PROBLEM STATEMENT: Give the listing again word for word. Skip the pictures.
::: MATERIAL FOR THIS TASK :::
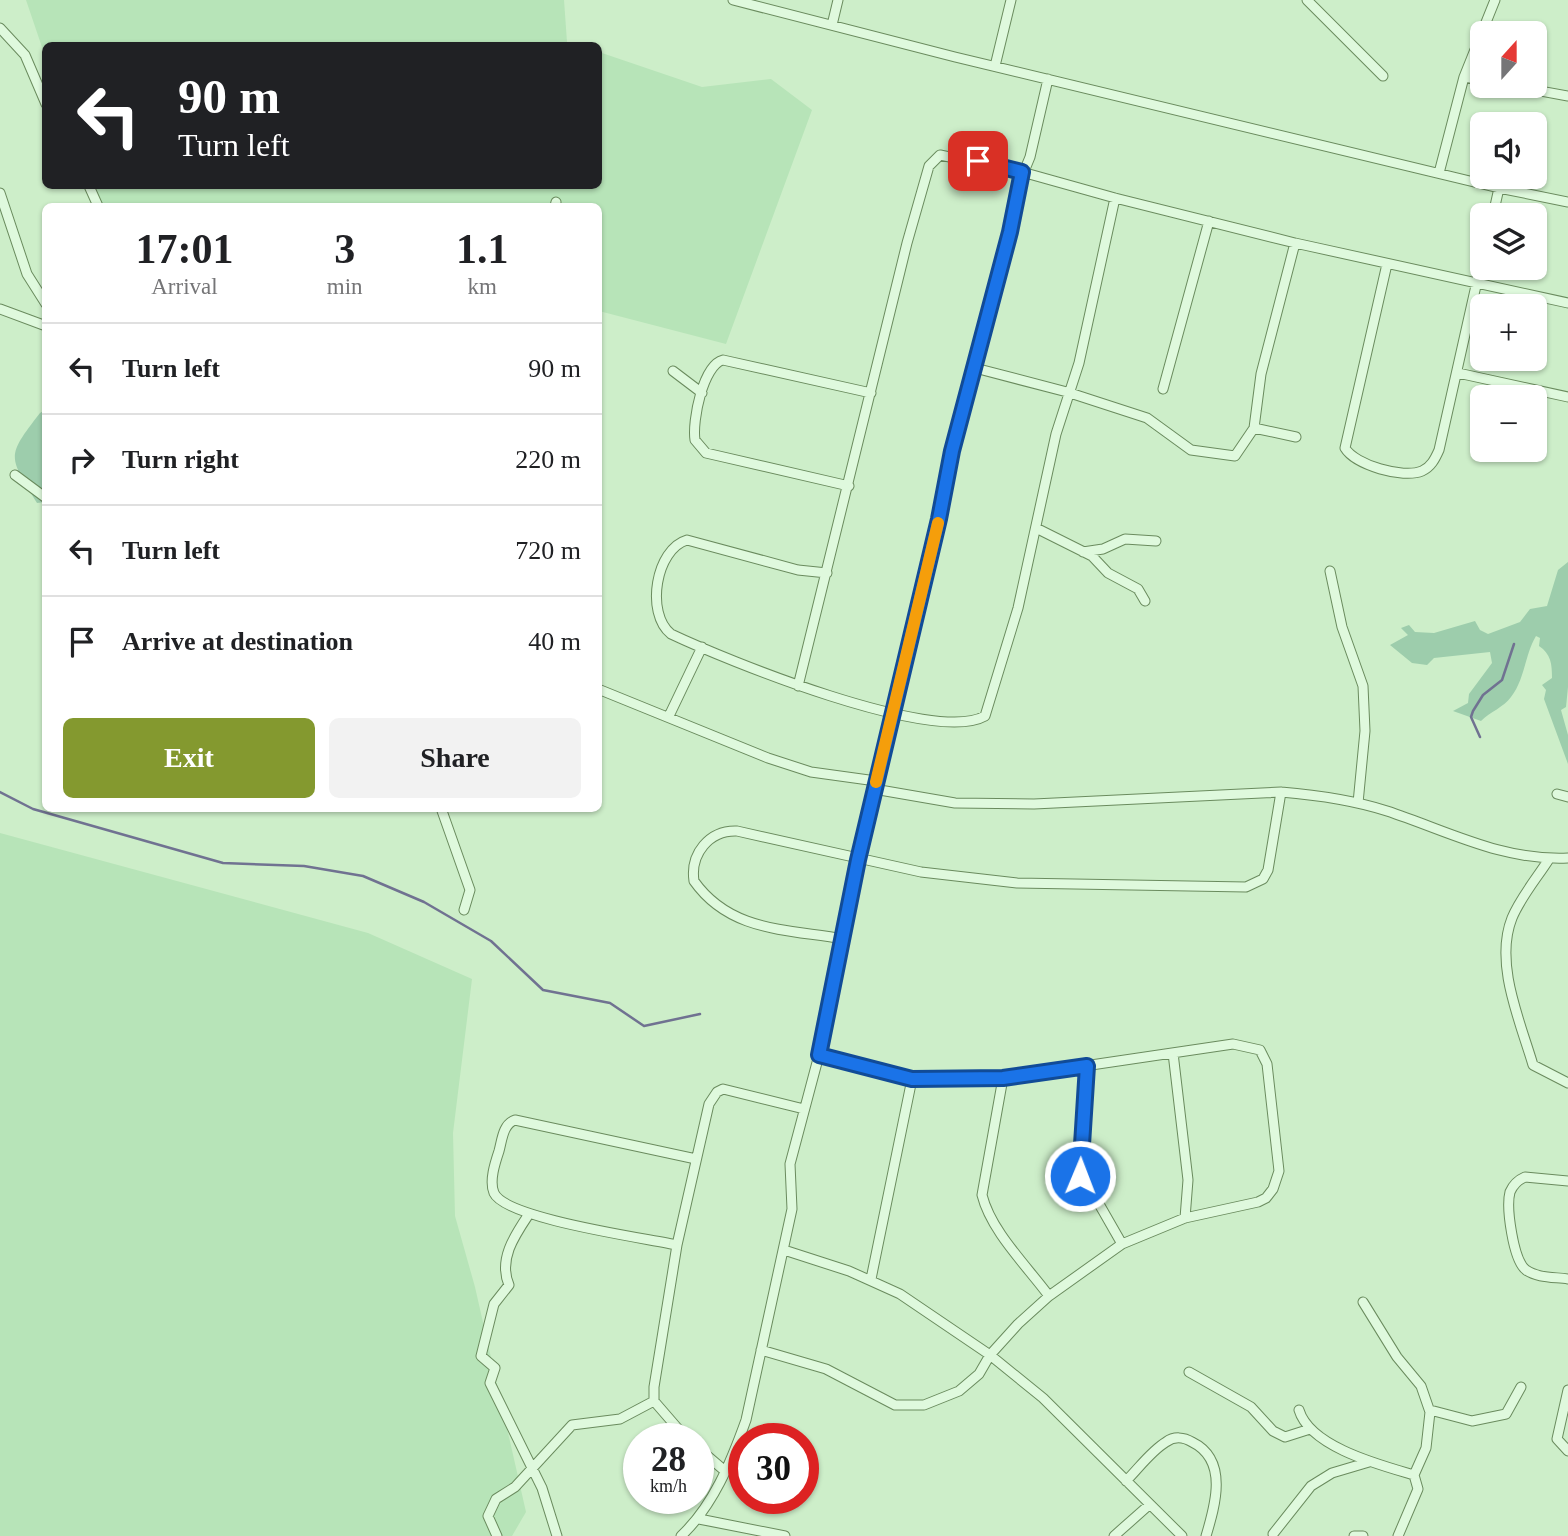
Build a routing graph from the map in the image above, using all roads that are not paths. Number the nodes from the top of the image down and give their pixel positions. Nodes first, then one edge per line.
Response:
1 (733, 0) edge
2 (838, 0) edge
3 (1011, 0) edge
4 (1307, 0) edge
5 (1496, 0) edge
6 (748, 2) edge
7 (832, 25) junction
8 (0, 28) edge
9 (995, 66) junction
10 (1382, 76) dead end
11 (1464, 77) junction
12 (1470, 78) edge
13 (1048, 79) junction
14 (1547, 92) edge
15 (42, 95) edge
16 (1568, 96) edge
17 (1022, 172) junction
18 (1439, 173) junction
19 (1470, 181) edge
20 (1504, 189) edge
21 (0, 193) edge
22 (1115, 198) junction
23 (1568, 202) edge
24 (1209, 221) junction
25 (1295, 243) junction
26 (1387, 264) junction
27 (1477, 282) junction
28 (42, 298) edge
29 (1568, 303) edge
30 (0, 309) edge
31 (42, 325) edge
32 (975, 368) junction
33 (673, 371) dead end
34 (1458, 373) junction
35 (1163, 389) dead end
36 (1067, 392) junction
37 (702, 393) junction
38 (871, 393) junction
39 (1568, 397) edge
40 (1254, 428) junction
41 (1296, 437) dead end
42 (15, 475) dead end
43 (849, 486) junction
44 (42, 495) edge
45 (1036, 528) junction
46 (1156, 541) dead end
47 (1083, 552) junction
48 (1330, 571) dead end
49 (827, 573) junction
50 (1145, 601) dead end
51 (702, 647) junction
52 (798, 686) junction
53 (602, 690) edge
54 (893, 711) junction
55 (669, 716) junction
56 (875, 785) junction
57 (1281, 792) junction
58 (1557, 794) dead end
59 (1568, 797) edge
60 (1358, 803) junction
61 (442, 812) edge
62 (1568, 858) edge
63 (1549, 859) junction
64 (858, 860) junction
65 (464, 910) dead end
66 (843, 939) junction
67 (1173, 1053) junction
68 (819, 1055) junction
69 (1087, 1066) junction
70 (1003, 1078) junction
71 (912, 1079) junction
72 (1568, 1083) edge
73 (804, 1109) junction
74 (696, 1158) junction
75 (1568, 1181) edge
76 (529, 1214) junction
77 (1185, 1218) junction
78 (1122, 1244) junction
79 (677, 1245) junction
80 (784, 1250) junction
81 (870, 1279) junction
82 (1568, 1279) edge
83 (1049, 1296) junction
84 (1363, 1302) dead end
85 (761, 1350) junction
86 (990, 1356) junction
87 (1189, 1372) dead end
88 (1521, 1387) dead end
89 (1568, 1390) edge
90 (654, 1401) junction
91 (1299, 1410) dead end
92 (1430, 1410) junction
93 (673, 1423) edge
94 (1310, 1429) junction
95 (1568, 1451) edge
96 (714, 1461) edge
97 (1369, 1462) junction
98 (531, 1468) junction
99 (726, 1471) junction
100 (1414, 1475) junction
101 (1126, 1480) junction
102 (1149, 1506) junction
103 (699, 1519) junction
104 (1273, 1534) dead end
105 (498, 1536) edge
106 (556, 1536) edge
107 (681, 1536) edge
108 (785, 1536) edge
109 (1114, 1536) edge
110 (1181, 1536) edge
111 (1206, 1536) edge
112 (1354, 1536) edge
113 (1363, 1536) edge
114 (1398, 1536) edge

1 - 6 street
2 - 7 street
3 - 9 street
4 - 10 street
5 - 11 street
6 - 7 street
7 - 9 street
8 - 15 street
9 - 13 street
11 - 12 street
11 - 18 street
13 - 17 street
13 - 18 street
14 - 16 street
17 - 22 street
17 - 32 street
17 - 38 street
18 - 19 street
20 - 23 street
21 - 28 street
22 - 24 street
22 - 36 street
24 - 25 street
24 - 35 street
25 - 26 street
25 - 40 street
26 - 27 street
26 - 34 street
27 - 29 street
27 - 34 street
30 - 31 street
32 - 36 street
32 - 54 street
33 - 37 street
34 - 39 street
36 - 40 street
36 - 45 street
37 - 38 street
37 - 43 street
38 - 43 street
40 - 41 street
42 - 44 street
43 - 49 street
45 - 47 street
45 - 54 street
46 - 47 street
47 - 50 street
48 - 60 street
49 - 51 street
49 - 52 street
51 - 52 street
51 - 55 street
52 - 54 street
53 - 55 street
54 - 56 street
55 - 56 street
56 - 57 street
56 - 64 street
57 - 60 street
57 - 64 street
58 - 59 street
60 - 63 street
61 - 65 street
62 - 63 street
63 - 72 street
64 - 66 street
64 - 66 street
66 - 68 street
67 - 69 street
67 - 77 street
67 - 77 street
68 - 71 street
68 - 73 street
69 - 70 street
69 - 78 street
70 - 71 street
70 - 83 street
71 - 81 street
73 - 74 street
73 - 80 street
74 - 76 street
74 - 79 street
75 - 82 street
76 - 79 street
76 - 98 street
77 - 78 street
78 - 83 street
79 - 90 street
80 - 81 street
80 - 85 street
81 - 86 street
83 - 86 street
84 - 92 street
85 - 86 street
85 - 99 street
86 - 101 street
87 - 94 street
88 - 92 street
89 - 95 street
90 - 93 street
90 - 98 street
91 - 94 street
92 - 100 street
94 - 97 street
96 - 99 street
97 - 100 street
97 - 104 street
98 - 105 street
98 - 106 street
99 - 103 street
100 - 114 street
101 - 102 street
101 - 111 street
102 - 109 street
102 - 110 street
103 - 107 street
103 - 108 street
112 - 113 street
:::
SOLUTION TO THE PROBLEM:
Build a routing graph from the map in the image above, using all roads that are not paths. Number the nodes from the top of the image down and give their pixel positions. Nodes first, then one edge per line.
Response:
1 (733, 0) edge
2 (838, 0) edge
3 (1011, 0) edge
4 (1307, 0) edge
5 (1496, 0) edge
6 (748, 2) edge
7 (832, 25) junction
8 (0, 28) edge
9 (995, 66) junction
10 (1382, 76) dead end
11 (1464, 77) junction
12 (1470, 78) edge
13 (1048, 79) junction
14 (1547, 92) edge
15 (42, 95) edge
16 (1568, 96) edge
17 (1022, 172) junction
18 (1439, 173) junction
19 (1470, 181) edge
20 (1504, 189) edge
21 (0, 193) edge
22 (1115, 198) junction
23 (1568, 202) edge
24 (1209, 221) junction
25 (1295, 243) junction
26 (1387, 264) junction
27 (1477, 282) junction
28 (42, 298) edge
29 (1568, 303) edge
30 (0, 309) edge
31 (42, 325) edge
32 (975, 368) junction
33 (673, 371) dead end
34 (1458, 373) junction
35 (1163, 389) dead end
36 (1067, 392) junction
37 (702, 393) junction
38 (871, 393) junction
39 (1568, 397) edge
40 (1254, 428) junction
41 (1296, 437) dead end
42 (15, 475) dead end
43 (849, 486) junction
44 (42, 495) edge
45 (1036, 528) junction
46 (1156, 541) dead end
47 (1083, 552) junction
48 (1330, 571) dead end
49 (827, 573) junction
50 (1145, 601) dead end
51 (702, 647) junction
52 (798, 686) junction
53 (602, 690) edge
54 (893, 711) junction
55 (669, 716) junction
56 (875, 785) junction
57 (1281, 792) junction
58 (1557, 794) dead end
59 (1568, 797) edge
60 (1358, 803) junction
61 (442, 812) edge
62 (1568, 858) edge
63 (1549, 859) junction
64 (858, 860) junction
65 (464, 910) dead end
66 (843, 939) junction
67 (1173, 1053) junction
68 (819, 1055) junction
69 (1087, 1066) junction
70 (1003, 1078) junction
71 (912, 1079) junction
72 (1568, 1083) edge
73 (804, 1109) junction
74 (696, 1158) junction
75 (1568, 1181) edge
76 (529, 1214) junction
77 (1185, 1218) junction
78 (1122, 1244) junction
79 (677, 1245) junction
80 (784, 1250) junction
81 (870, 1279) junction
82 (1568, 1279) edge
83 (1049, 1296) junction
84 (1363, 1302) dead end
85 (761, 1350) junction
86 (990, 1356) junction
87 (1189, 1372) dead end
88 (1521, 1387) dead end
89 (1568, 1390) edge
90 (654, 1401) junction
91 (1299, 1410) dead end
92 (1430, 1410) junction
93 (673, 1423) edge
94 (1310, 1429) junction
95 (1568, 1451) edge
96 (714, 1461) edge
97 (1369, 1462) junction
98 (531, 1468) junction
99 (726, 1471) junction
100 (1414, 1475) junction
101 (1126, 1480) junction
102 (1149, 1506) junction
103 (699, 1519) junction
104 (1273, 1534) dead end
105 (498, 1536) edge
106 (556, 1536) edge
107 (681, 1536) edge
108 (785, 1536) edge
109 (1114, 1536) edge
110 (1181, 1536) edge
111 (1206, 1536) edge
112 (1354, 1536) edge
113 (1363, 1536) edge
114 (1398, 1536) edge

1 - 6 street
2 - 7 street
3 - 9 street
4 - 10 street
5 - 11 street
6 - 7 street
7 - 9 street
8 - 15 street
9 - 13 street
11 - 12 street
11 - 18 street
13 - 17 street
13 - 18 street
14 - 16 street
17 - 22 street
17 - 32 street
17 - 38 street
18 - 19 street
20 - 23 street
21 - 28 street
22 - 24 street
22 - 36 street
24 - 25 street
24 - 35 street
25 - 26 street
25 - 40 street
26 - 27 street
26 - 34 street
27 - 29 street
27 - 34 street
30 - 31 street
32 - 36 street
32 - 54 street
33 - 37 street
34 - 39 street
36 - 40 street
36 - 45 street
37 - 38 street
37 - 43 street
38 - 43 street
40 - 41 street
42 - 44 street
43 - 49 street
45 - 47 street
45 - 54 street
46 - 47 street
47 - 50 street
48 - 60 street
49 - 51 street
49 - 52 street
51 - 52 street
51 - 55 street
52 - 54 street
53 - 55 street
54 - 56 street
55 - 56 street
56 - 57 street
56 - 64 street
57 - 60 street
57 - 64 street
58 - 59 street
60 - 63 street
61 - 65 street
62 - 63 street
63 - 72 street
64 - 66 street
64 - 66 street
66 - 68 street
67 - 69 street
67 - 77 street
67 - 77 street
68 - 71 street
68 - 73 street
69 - 70 street
69 - 78 street
70 - 71 street
70 - 83 street
71 - 81 street
73 - 74 street
73 - 80 street
74 - 76 street
74 - 79 street
75 - 82 street
76 - 79 street
76 - 98 street
77 - 78 street
78 - 83 street
79 - 90 street
80 - 81 street
80 - 85 street
81 - 86 street
83 - 86 street
84 - 92 street
85 - 86 street
85 - 99 street
86 - 101 street
87 - 94 street
88 - 92 street
89 - 95 street
90 - 93 street
90 - 98 street
91 - 94 street
92 - 100 street
94 - 97 street
96 - 99 street
97 - 100 street
97 - 104 street
98 - 105 street
98 - 106 street
99 - 103 street
100 - 114 street
101 - 102 street
101 - 111 street
102 - 109 street
102 - 110 street
103 - 107 street
103 - 108 street
112 - 113 street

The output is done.